It also found that Elanco, which makes Seresto collars, declined to make changes to make them safer once problems were flagged.
The committee found the EPA ranked Seresto as “#1 by a wide margin” for deaths linked to ticks and flea products in 2015, and learned in 2016 that Seresto was deemed too dangerous to be sold in Canada. However, lawmakers said the EPA allowed Seresto to stay on the market despite some of its officials raising their concerns internally.
About 34 million Seresto collars have been sold in the US, according to CBS Money Watch. They are popular with consumers because they last up to eight months, while most flea collars have to be replaced monthly.

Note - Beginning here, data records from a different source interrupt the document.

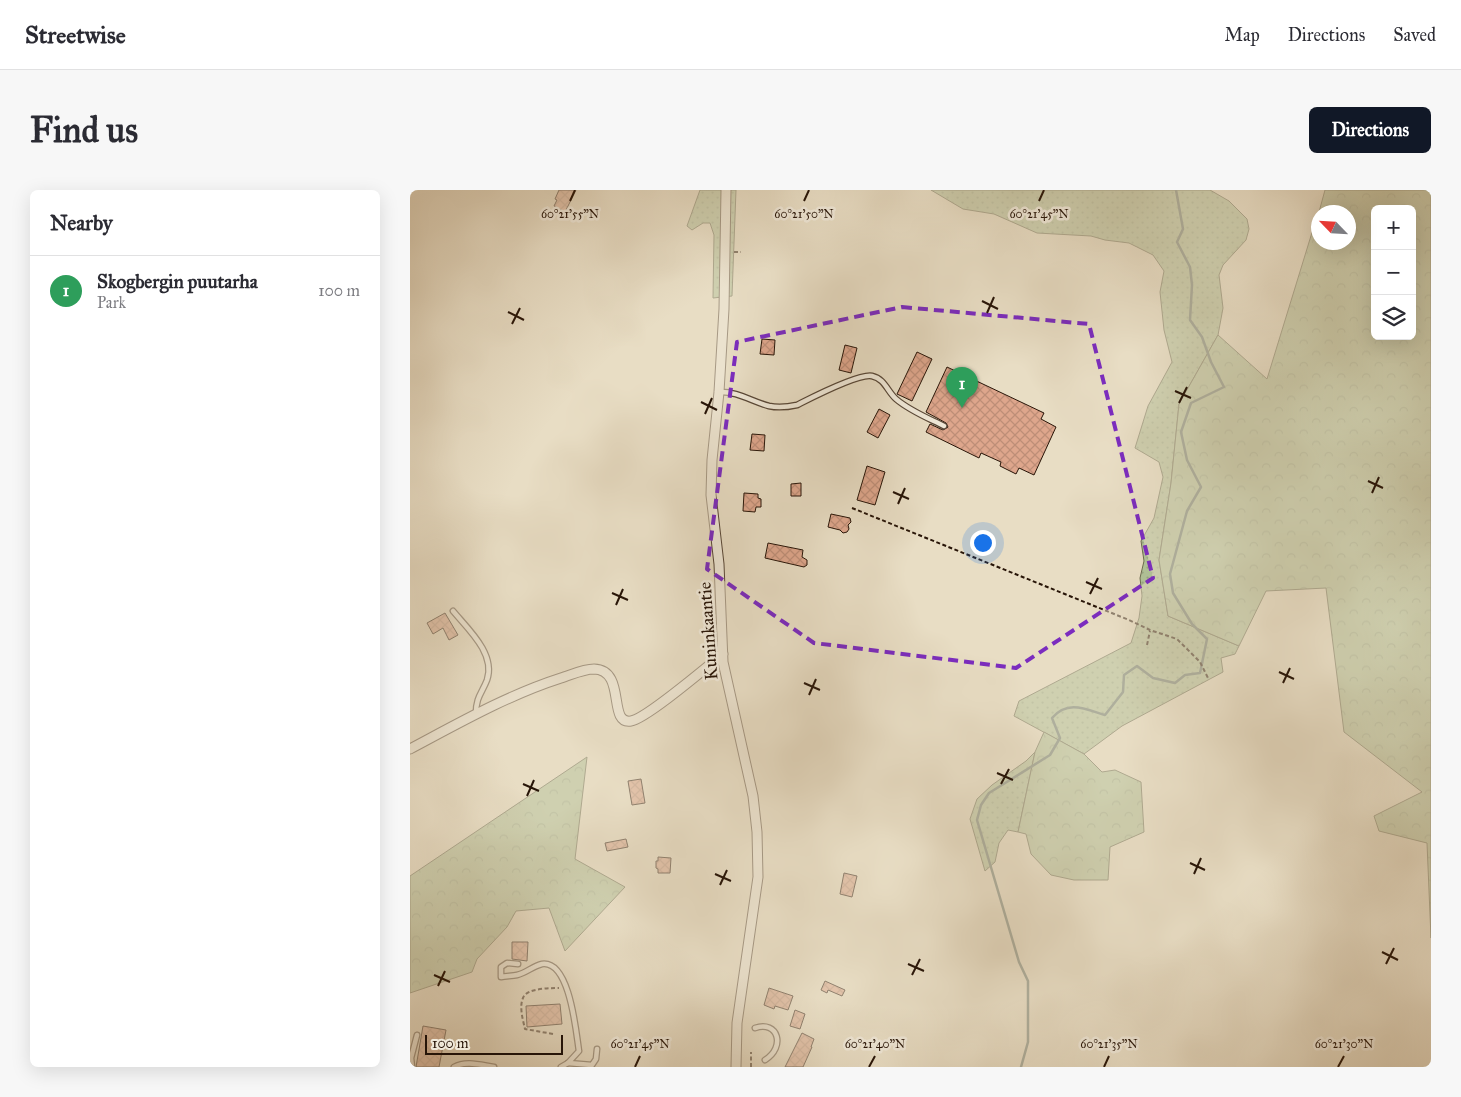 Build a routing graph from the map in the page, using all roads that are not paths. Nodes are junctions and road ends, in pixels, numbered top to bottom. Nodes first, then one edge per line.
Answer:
1 (726, 190) edge
2 (720, 392) junction
3 (944, 426) dead end
4 (453, 611) dead end
5 (722, 654) junction
6 (476, 714) junction
7 (410, 748) edge
8 (518, 964) dead end
9 (755, 1028) dead end
10 (417, 1035) dead end
11 (597, 1049) dead end
12 (765, 1060) dead end
13 (568, 1063) junction
14 (412, 1067) edge
15 (454, 1067) edge
16 (494, 1067) edge
17 (561, 1067) edge
18 (736, 1067) edge

1 - 2 street, Kuninkaantie
2 - 3 lane
2 - 5 street, Kuninkaantie
4 - 6 lane
5 - 6 street
5 - 18 street, Kuninkaantie
6 - 7 street
8 - 13 lane
9 - 12 lane
10 - 14 lane
11 - 13 lane
13 - 17 lane
15 - 16 lane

USA Today reported in March 2021 that indicated that 1,700 pets had died while wearing Seresto collars alongside another 75,000 incidents, citing EPA documents obtained by a Freedom of Information Act request. Lawmakers said those numbers had since risen.
At a House Oversight Committee hearing on Wednesday, Faye Hemsley fought back tears as she recalled buying a Seresto collar for her dog Tigger in January 2020.
“At first, Tigger was fine, however, Tigger had begun to droop and he did not have the same amount of energy he once did. After that, Tigger died less than one month on,” Hemsley said. The dod was wearing a Seresto collar at the time.
Hemsley, who has three other dogs without Seresto collars, said none of them got sick and she was “convinced” the collar was the cause of Tiger’s death.
The Subcommittee recommended a recall of Seresto collars, a strengthening of the scientific review process, and an improvement to incident data collection.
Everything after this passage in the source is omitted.